The answer should be each line of the records that contains the word "this"; please copy them all.

Dataset records:
------------

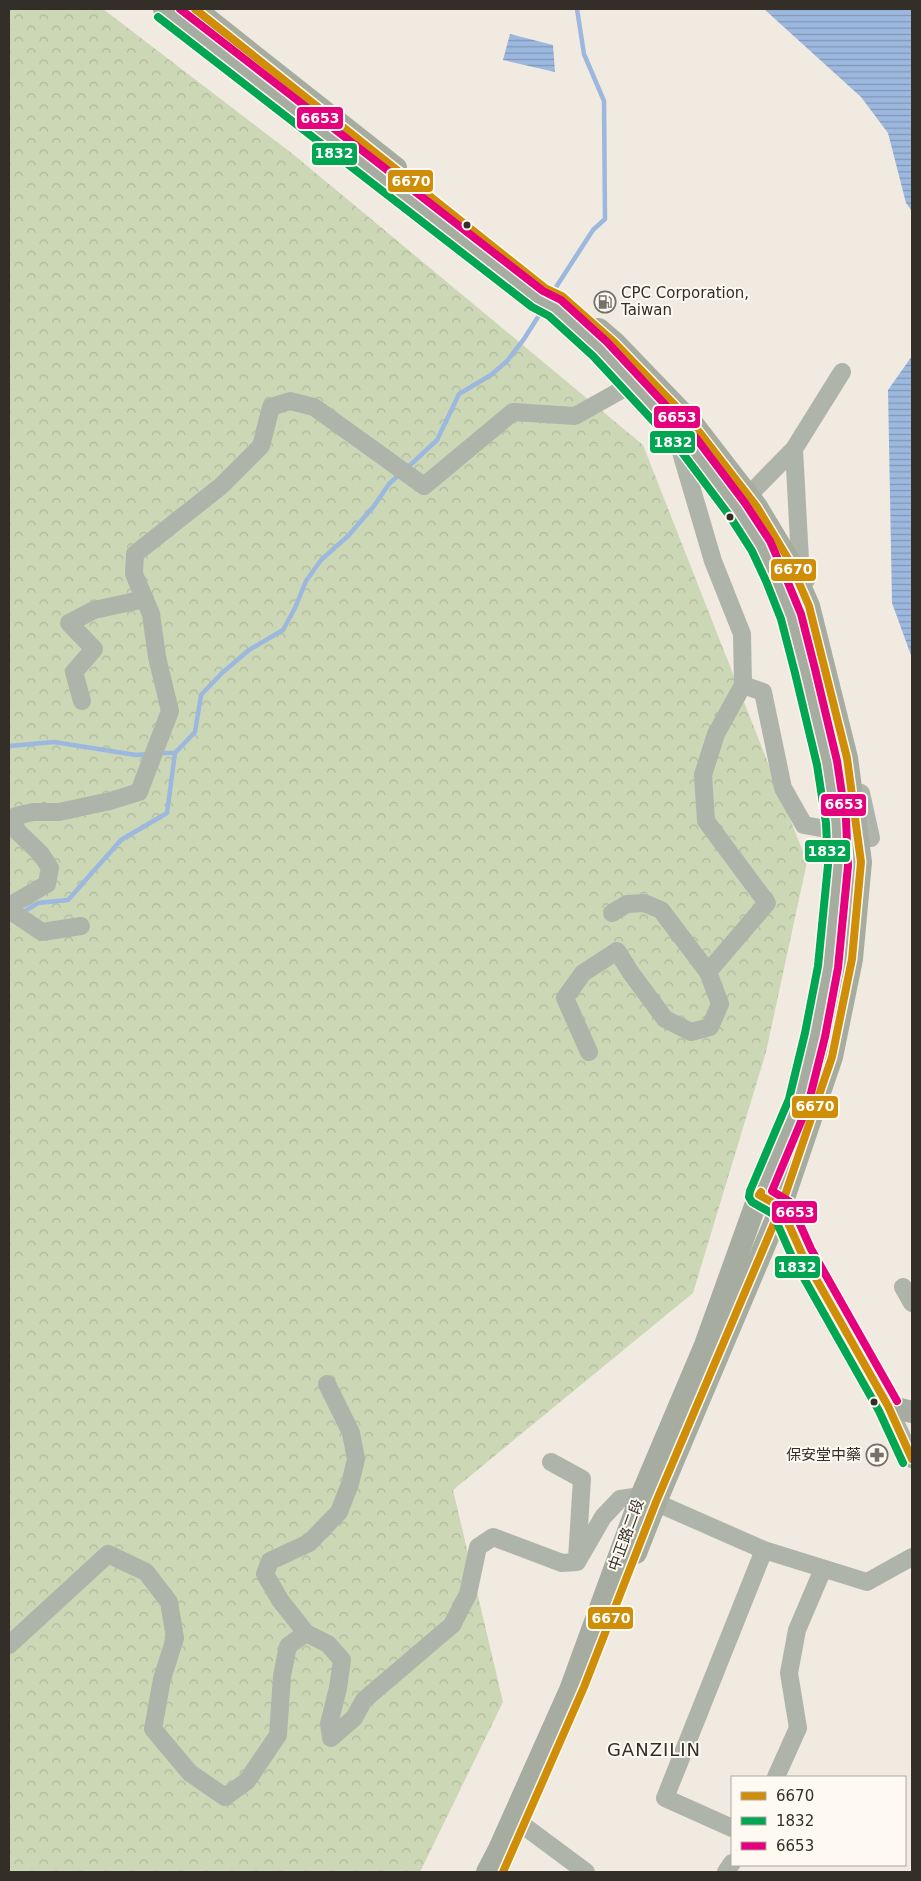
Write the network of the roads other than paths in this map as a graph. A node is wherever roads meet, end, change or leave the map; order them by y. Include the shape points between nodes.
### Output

------------

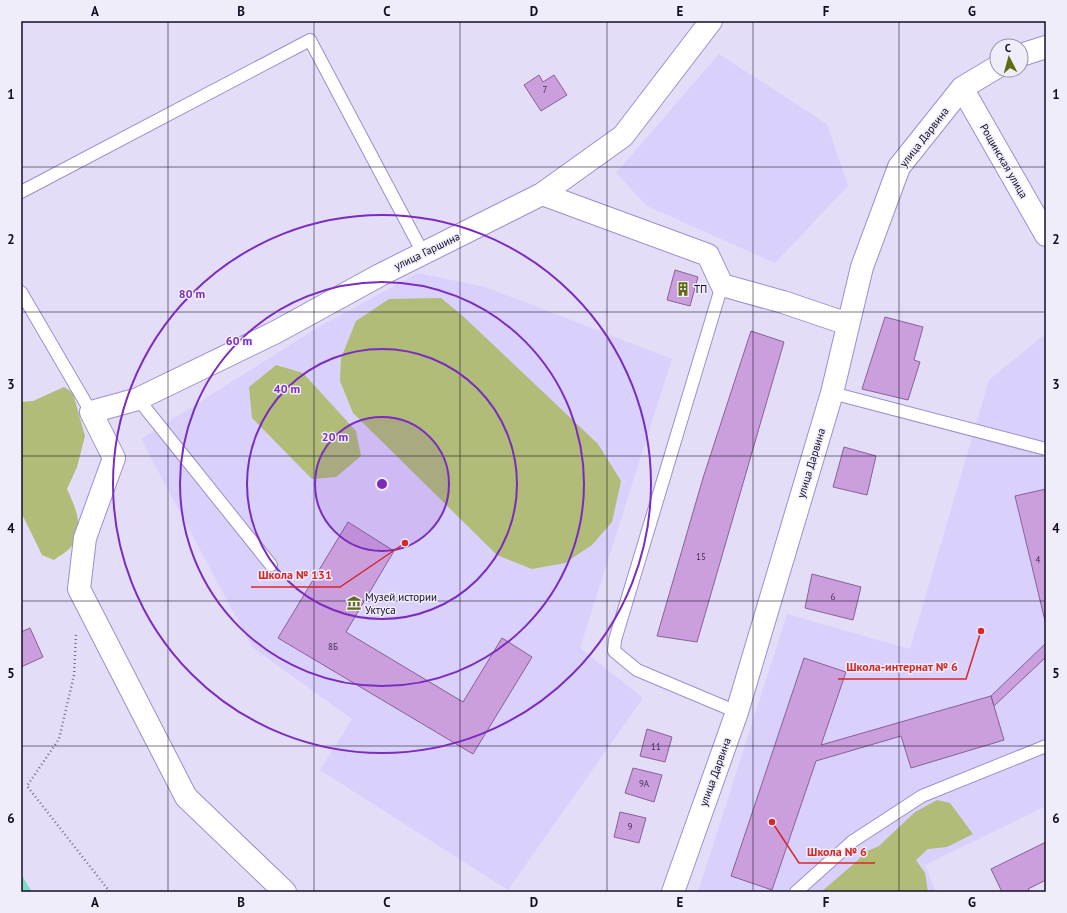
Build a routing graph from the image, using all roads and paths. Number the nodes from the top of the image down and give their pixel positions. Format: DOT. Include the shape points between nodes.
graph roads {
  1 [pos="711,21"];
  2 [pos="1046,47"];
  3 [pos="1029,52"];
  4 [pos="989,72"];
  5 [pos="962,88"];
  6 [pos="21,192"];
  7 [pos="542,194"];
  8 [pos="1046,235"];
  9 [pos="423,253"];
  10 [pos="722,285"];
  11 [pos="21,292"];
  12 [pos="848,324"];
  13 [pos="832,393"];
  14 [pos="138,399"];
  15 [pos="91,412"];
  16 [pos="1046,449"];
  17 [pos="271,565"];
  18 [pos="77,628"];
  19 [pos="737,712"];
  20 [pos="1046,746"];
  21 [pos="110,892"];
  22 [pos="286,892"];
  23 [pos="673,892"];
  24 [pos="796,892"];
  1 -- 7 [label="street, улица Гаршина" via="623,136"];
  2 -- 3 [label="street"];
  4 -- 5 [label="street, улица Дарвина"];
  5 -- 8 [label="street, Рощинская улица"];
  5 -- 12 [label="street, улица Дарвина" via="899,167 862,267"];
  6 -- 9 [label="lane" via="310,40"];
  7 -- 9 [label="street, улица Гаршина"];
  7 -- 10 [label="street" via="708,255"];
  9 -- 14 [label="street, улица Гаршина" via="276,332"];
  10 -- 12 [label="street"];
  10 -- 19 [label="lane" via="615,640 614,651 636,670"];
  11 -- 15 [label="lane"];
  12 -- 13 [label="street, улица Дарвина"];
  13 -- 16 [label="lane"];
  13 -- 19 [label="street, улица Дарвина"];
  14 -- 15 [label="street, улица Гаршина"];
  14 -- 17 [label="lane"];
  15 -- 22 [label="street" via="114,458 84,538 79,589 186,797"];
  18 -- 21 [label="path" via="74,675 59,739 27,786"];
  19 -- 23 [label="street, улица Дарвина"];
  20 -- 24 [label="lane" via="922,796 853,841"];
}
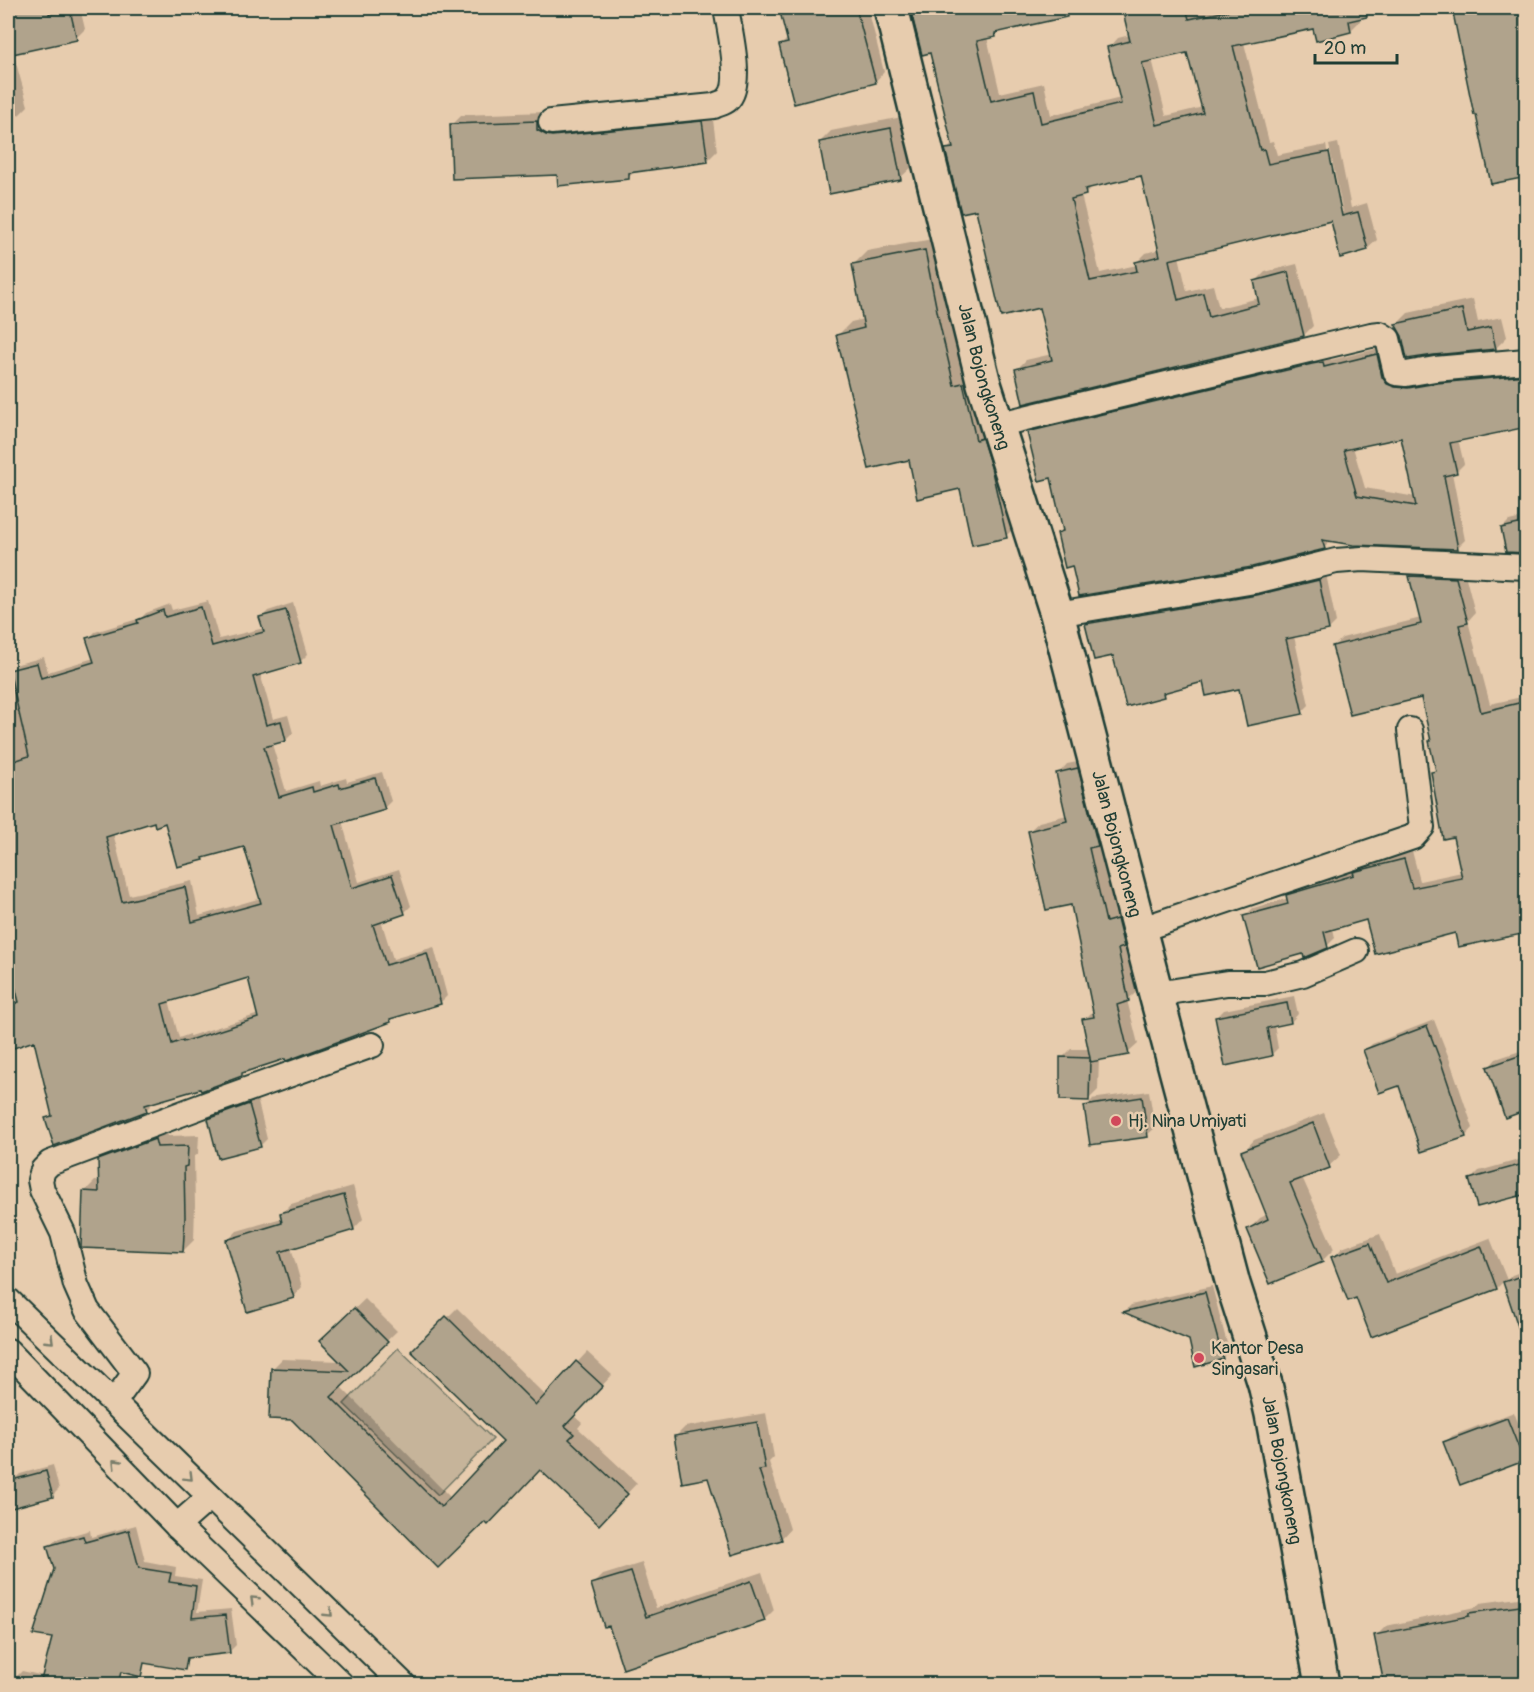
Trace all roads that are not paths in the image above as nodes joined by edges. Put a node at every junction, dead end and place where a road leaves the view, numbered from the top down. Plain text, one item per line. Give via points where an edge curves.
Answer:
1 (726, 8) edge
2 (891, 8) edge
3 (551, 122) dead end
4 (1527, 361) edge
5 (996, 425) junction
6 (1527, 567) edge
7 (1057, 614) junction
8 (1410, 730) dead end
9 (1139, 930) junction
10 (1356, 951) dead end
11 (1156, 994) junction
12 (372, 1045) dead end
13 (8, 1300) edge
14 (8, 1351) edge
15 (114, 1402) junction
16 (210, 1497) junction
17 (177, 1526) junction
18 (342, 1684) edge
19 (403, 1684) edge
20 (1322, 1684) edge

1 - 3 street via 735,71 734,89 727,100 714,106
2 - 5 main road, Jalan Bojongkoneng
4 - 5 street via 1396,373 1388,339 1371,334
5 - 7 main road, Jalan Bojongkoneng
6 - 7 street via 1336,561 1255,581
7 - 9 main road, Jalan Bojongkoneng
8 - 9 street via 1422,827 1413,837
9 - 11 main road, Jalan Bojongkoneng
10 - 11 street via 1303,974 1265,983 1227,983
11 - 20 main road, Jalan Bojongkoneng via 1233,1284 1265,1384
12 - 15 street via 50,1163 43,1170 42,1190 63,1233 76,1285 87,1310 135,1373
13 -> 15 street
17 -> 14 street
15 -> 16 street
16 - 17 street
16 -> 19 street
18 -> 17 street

------------

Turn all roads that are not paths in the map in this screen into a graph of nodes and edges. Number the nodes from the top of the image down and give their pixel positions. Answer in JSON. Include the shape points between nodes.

------------

Output of the task:
Write the network of the roads other than paths in this map as a graph. A node is wherever roads meet, end, change or leave the map; order them by y. Include the shape points between nodes.
Turn all roads that are not paths in the map in this screen into a graph of nodes and edges. Number the nodes from the top of the image down and give their pixel positions. Answer in JSON. Include the shape points between nodes.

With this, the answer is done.